Elena Cornaro Piscopia, a primeira mulher a obter um título de doutorado

(Representação visual desenvolvida pela IA Leonardo)

A participação feminina nos círculos científicos e intelectuais era limitada no século XVII por força das circunstâncias de desigualdade que prevaleciam na época. As normas de gênero restringiam a autonomia das mulheres, que eram condicionadas a um patamar inferiorizado e dependente dos homens. As instituições contribuíam para a permanência desta situação, pois as universidades mantinham rígidas normas para impedir o acesso de mulheres. Apesar de todas as condições desfavorável, algumas conseguiram extrapolar os papéis socialmente atribuídos a elas e marcaram presença resistente e ousada nos meios dominados pelos homens. Uma dessas mulheres eruditas foi a filósofa italiana Elena Cornaro Piscopia.

Nascida em 5 de junho de 1646, em Veneza, ela era uma abastada mulher da alta sociedade, condição que favoreceu sua atuação desbravadora. Seu pai, Giovanni Battista Cornaro, era uma destaca figura da administração veneziana, exercendo o cargo de procurador, embora sua mãe, Zanetta Giovanna Boni, não fosse uma mulher de origens aristocratas. Quando menina, Elena era capaz de demonstrar uma habilidade muito incomum para aprender e seu pai não quis desperdiçar sua capacidade, proporcionando o acesso a uma educação no âmbito doméstico repleta de conhecimentos avançados, contratando tutores para preparar sua filha. Ela dominou as línguas clássicas, latim e grego, mas foi além e também aprendeu hebraico, espanhol, francês e árabe, então tão fluente que foi chamada de “Oraculum Septilingue”, o Oráculo de Sete Línguas.
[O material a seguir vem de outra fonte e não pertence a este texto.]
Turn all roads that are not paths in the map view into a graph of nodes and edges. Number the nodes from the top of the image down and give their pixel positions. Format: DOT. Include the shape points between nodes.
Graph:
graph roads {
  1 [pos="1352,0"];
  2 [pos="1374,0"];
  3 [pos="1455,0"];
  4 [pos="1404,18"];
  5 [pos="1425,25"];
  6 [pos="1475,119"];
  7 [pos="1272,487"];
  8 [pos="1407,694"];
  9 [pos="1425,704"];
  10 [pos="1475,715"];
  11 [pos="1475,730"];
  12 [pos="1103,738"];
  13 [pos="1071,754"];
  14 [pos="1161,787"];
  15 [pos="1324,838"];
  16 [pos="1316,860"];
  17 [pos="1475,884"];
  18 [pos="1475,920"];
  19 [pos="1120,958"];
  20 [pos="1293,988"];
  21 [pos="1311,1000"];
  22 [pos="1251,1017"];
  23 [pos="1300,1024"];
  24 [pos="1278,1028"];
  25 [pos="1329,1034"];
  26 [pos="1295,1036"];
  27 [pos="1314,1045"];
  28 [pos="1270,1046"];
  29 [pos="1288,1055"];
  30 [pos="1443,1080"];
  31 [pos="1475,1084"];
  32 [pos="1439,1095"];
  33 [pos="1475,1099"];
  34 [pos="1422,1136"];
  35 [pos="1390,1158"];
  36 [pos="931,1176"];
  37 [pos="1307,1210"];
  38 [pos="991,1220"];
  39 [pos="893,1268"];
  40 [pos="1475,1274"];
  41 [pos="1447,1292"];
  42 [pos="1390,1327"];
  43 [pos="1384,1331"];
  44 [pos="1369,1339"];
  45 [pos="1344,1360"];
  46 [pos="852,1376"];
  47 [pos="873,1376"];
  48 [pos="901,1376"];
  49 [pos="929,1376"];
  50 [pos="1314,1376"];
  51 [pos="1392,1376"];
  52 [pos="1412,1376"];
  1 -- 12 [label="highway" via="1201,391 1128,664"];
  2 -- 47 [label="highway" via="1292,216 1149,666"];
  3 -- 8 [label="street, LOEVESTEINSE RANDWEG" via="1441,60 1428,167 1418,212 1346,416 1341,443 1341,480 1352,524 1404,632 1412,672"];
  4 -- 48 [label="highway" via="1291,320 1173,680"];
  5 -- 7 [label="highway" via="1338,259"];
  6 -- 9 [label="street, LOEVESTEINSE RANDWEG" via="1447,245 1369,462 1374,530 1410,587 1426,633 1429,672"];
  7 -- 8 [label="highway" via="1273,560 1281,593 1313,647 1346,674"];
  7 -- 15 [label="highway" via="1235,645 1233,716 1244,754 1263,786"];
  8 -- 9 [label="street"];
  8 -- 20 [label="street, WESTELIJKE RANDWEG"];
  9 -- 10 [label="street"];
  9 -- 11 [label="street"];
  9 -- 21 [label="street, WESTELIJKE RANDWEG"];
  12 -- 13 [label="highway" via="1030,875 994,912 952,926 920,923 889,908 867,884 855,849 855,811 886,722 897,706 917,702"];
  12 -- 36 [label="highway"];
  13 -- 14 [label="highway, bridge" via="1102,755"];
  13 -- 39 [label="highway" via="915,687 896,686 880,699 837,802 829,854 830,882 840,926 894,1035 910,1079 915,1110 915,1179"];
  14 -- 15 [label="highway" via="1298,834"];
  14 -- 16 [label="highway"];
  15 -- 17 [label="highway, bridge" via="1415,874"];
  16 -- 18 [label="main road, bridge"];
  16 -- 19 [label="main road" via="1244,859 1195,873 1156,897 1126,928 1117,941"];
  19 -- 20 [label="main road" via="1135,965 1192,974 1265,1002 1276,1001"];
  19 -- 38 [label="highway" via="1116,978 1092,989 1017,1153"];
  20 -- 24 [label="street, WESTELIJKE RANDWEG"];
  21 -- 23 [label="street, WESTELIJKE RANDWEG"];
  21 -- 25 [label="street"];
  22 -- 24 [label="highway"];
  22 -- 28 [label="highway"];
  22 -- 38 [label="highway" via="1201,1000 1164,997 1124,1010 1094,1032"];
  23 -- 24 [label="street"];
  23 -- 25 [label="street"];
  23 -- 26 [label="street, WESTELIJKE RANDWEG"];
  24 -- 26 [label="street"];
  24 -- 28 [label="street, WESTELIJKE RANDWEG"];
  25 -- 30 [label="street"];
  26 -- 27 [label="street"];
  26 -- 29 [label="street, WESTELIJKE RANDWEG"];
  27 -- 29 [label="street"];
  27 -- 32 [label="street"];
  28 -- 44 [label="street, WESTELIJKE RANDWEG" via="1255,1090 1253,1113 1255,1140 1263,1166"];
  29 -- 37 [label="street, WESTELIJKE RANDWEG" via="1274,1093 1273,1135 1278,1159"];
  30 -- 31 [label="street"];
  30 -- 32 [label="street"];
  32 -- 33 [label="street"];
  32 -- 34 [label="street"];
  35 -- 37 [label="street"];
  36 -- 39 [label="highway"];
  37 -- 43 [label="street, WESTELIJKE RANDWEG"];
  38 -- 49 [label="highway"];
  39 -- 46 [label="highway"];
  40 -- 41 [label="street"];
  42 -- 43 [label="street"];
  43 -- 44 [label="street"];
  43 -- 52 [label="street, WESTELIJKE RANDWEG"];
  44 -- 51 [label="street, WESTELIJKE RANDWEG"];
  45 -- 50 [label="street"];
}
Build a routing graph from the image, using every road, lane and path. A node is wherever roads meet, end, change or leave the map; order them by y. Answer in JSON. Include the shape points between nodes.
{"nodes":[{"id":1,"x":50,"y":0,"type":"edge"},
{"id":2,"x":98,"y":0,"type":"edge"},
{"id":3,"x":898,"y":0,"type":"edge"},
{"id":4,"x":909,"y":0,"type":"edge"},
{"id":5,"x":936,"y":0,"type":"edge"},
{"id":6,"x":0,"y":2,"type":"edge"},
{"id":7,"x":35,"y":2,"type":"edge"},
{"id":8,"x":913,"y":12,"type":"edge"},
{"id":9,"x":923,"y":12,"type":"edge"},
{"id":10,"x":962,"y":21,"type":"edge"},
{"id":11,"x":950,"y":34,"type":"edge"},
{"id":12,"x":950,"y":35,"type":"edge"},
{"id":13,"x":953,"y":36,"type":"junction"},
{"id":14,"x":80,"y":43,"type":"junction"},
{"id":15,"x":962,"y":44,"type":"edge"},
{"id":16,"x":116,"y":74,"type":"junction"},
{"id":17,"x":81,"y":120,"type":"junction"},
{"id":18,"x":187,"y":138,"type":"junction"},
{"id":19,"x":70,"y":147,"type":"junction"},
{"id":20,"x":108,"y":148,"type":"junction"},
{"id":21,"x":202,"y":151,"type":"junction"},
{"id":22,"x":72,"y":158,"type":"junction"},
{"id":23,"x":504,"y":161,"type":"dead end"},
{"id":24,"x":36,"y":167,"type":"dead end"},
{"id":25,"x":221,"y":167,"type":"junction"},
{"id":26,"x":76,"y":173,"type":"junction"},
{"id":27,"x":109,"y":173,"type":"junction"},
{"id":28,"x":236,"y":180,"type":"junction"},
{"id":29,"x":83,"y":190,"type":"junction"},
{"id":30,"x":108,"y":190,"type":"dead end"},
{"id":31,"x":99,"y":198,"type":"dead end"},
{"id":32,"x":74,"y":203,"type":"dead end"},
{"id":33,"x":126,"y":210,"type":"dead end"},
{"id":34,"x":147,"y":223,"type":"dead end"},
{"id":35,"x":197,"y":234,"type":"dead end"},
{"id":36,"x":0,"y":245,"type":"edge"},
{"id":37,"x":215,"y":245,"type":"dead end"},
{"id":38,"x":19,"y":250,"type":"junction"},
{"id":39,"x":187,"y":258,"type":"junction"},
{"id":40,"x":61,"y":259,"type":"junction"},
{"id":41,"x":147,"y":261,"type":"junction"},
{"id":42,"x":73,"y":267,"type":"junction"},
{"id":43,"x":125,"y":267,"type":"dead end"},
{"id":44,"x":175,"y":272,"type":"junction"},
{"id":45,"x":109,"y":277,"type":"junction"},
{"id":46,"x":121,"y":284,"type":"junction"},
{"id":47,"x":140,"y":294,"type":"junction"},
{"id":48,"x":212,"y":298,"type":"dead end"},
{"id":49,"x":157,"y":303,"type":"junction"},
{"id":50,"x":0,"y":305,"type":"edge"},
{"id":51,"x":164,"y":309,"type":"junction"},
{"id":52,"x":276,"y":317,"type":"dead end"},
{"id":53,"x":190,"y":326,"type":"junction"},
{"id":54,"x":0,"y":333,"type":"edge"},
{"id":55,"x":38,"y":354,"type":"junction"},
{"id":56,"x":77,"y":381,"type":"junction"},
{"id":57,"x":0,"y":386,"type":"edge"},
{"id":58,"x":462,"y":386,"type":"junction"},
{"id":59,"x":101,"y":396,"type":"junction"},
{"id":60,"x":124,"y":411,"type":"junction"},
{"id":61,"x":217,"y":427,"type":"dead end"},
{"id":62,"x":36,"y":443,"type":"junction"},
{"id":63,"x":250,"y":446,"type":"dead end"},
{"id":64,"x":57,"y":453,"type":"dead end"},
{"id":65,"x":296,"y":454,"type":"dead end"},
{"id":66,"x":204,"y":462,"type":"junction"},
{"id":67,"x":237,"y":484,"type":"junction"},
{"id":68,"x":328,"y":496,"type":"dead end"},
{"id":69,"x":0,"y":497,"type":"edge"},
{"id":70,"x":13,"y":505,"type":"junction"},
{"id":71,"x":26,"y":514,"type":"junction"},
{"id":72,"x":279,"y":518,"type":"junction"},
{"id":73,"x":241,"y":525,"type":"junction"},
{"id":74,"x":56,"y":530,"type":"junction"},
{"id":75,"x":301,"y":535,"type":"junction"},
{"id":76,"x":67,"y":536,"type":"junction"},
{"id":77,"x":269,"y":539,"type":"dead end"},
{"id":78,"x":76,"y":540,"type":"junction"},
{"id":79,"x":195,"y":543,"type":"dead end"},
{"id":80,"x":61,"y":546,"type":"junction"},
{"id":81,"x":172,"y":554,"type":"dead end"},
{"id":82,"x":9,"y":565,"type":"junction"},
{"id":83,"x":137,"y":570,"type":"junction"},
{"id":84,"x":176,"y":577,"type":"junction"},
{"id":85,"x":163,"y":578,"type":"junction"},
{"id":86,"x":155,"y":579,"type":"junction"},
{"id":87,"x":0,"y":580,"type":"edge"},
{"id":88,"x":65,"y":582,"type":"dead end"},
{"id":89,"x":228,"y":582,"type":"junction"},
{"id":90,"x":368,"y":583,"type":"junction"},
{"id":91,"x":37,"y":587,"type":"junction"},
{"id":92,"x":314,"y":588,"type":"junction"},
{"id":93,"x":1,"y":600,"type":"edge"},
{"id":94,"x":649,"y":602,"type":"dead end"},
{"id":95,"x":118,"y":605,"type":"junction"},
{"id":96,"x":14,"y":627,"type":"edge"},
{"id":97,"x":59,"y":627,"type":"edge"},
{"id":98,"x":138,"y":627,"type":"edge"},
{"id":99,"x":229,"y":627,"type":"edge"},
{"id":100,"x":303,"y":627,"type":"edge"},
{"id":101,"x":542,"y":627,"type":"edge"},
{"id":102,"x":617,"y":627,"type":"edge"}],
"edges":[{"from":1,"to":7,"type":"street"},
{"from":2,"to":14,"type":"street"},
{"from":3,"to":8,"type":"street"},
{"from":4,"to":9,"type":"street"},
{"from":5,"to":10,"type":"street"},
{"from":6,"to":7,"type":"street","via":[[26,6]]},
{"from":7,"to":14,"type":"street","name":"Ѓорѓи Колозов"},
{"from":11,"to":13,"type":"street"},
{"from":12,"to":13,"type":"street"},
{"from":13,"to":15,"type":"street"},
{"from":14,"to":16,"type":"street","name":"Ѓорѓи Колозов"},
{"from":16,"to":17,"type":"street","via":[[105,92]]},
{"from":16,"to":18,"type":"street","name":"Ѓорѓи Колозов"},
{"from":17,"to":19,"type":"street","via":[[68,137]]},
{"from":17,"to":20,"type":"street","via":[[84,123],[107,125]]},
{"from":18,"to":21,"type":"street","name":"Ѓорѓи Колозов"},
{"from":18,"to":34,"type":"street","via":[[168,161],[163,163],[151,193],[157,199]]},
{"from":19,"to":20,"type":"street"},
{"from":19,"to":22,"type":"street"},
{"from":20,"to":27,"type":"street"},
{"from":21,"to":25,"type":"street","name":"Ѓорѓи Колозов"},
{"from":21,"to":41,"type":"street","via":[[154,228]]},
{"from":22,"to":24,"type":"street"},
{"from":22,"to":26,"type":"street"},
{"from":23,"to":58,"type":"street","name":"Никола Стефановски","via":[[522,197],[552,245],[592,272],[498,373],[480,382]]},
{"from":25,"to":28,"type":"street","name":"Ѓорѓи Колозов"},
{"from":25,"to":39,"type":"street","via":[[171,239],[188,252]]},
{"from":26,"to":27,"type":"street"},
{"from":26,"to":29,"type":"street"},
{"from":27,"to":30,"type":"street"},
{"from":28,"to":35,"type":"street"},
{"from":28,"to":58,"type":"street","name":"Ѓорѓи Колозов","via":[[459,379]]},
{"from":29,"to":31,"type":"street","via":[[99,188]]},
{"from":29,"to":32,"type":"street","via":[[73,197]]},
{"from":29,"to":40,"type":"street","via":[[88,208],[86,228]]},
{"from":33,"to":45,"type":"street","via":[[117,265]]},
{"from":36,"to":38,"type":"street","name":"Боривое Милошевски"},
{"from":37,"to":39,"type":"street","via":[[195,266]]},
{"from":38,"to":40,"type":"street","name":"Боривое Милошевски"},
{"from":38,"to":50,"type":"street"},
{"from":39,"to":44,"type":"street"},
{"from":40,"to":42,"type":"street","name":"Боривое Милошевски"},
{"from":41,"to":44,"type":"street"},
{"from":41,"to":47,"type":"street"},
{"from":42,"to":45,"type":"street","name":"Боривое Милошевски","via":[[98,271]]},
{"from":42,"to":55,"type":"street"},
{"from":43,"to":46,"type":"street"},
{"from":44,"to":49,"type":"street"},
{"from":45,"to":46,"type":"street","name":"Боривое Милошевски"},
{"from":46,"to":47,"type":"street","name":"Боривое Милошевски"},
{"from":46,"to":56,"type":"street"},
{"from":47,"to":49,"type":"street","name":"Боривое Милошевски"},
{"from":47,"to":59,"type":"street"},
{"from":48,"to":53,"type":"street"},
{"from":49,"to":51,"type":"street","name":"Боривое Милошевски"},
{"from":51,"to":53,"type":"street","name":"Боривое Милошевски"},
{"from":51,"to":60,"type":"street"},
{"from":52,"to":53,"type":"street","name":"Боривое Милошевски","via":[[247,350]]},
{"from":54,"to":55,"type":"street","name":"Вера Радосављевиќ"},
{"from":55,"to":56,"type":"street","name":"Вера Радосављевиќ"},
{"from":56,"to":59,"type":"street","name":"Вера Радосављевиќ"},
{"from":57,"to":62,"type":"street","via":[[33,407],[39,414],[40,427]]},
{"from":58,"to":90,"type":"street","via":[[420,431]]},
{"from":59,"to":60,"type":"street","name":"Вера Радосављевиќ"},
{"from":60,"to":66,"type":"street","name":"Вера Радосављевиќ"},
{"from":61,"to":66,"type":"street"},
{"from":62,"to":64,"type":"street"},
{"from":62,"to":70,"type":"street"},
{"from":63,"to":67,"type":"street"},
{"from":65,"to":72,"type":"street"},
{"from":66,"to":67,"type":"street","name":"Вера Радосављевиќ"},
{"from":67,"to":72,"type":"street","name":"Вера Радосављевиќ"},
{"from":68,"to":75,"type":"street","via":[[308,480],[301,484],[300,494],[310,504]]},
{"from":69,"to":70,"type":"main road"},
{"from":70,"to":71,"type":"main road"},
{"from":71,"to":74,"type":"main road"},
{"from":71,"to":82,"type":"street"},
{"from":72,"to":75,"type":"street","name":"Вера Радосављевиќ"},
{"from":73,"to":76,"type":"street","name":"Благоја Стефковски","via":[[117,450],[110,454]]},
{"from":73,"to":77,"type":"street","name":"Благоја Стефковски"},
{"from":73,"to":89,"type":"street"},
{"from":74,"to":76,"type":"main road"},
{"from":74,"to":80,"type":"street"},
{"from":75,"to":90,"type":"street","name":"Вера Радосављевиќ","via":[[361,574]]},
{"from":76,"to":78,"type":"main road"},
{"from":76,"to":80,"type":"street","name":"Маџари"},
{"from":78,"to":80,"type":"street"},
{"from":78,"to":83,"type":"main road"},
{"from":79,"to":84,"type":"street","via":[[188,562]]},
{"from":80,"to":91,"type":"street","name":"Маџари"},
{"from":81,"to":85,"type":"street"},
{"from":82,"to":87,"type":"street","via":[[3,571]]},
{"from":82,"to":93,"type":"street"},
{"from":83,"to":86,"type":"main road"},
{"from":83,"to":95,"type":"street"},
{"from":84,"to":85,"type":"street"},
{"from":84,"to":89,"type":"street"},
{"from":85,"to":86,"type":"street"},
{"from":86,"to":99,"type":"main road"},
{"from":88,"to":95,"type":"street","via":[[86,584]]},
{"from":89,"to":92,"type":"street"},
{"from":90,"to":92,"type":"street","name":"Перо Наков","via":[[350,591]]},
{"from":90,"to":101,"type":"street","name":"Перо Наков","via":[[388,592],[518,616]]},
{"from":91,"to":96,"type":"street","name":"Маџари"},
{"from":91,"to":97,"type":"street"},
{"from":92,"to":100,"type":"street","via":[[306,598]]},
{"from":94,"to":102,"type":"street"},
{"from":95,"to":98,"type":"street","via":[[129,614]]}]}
Ela tinha notáveis aptidões musicais e aos 17 anos já era considerada uma musicista completa, virtuosa no cravo, harpa, violino e clavicórdio. E, além dessas aptidões, também mergulhou nas complexidades da matemática e nas profundezas das reflexões teológicas e filosóficas, tornando-se uma mulher de erudição impressionante mesmo ainda em plena juventude.

Diante de tamanha desenvoltura com o conhecimento, seria outro desperdício se ela não avançasse ainda mais em sua formação, assim a barreira de gênero da educação universitária precisaria ser desafiada. Elena ingressou na Universidade de Pádua, tendo desempenho notável em tudo o que fez, mas a Igreja Católica acabou interferindo na conclusão de seus estudos, atuando para negar a conceção de seu título como doutora em teologia. O motivo era claro: ela era mulher.

A persistência de seu pai e de acadêmicos entusiastas da obstinação de Elena foi decisiva para impor à Igreja a decisão de conceder a merecida exceção, desta vez no doutoramento em filosofia. Ela defendeu sua tese na Catedral de Pádua porque a sala de conferências da universidade não conseguia conter tantos expectadores quanto o público que compareceu para prestigiar sua apresentação sobre o pensamento aristotélico. Ela conseguiu com honras o título de Doutora em Filosofia, sendo a primeira mulher a conquistar este feito, em 1678.

Depois de formada, ela atuou como musicista, proferiu aulas magnas e decidiu atuar como oblata beneditina, vivenciando a devoção cristã e servindo à causa religiosa sem fazer votos monásticos. Ela morreu em 1684, acometida pela tuberculose, aos 38 anos de idade, em pleno vigor intelectual e diante de um potencial extraordinário que acabou não sendo ainda mais exercido e reconhecido. Mesmo assim, seu exemplo notável e inspirador transgrediu as expectativas para uma mulher no século XVII.